Over the past 30 years methanotrophs have moved from a “black box” organism to being on the cusp of becoming the next biocatalyst in a promising biotechnical world. With their unique methane monooxygenase enzyme, these organisms can capture methane from renewable biogas processes or waste streams of chemical conversion systems. Of the many different methanotrophs, Methylomicrobium buryatense 5GB1 is a promising strain because of its relatively fast growth rate in medium that is resistant to contaminants and due to its potential to generate organic acids, ectoine, and desirable lipids for biodiesel.
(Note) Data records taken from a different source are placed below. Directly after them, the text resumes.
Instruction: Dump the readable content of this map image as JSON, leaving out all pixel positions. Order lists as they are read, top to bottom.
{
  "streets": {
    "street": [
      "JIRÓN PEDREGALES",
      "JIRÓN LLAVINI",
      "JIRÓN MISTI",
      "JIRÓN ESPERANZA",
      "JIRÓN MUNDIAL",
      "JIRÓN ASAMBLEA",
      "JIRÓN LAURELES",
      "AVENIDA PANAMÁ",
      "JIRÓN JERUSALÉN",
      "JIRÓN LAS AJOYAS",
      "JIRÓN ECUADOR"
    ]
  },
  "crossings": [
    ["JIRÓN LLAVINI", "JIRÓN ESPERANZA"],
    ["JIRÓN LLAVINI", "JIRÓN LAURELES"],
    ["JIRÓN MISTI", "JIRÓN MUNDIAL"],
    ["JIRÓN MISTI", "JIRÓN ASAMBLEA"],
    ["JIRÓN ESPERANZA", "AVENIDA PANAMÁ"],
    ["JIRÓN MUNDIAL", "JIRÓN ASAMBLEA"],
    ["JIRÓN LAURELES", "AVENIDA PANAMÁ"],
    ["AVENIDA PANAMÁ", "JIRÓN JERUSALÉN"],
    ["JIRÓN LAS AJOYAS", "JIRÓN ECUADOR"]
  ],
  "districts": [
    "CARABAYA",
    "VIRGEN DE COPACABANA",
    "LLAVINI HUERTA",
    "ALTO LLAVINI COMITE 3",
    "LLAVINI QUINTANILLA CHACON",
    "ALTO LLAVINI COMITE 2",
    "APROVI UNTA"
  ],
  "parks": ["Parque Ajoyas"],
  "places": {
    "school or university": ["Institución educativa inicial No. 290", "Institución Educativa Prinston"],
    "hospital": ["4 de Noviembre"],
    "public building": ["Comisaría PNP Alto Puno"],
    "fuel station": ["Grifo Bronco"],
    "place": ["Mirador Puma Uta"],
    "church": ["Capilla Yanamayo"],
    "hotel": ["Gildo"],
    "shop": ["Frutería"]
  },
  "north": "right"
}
In this work we provide a systematic approach in analyzing the carbon use and growth patterns of 5GB1 with an in-house gas mixing system that safely creates a variety of headspace conditions with methane, oxygen, and nitrogen. Of interest are the yields of methane to biomass, to carbon dioxide, and to organic liquid products in batch and continuous cultures. The approaches used overcome challenges with headspace analysis and increased CO2 solubility. In doing so, an overall balance of 95%-105% was consistently achieved.

Via the established carbon balance, the measured pickup and production rates are utilized to examine a recently developed genome metabolic model (GEMs). Our findings suggest that solely constraining methane pickup alone would not accurately portray the measured growth and carbon dioxide production rates as predictions cross multiple phenotypes within the model. By including both methane and oxygen measured inputs as constraints, insights on discrepancies from optimal solutions and predictive performance were found to be caused by the model’s energy production and consumption capabilities. Energetic maintenance costs and an additional hybrid respiration were examined in efforts to improve prediction values of growth and carbon dioxide production rates to those measured. Through this analysis, both experimental and computational data provide insights on the phenotype of 5GB1 under different experimental conditions, adding to the knowledge base required to design processes for improved methane bioconversion.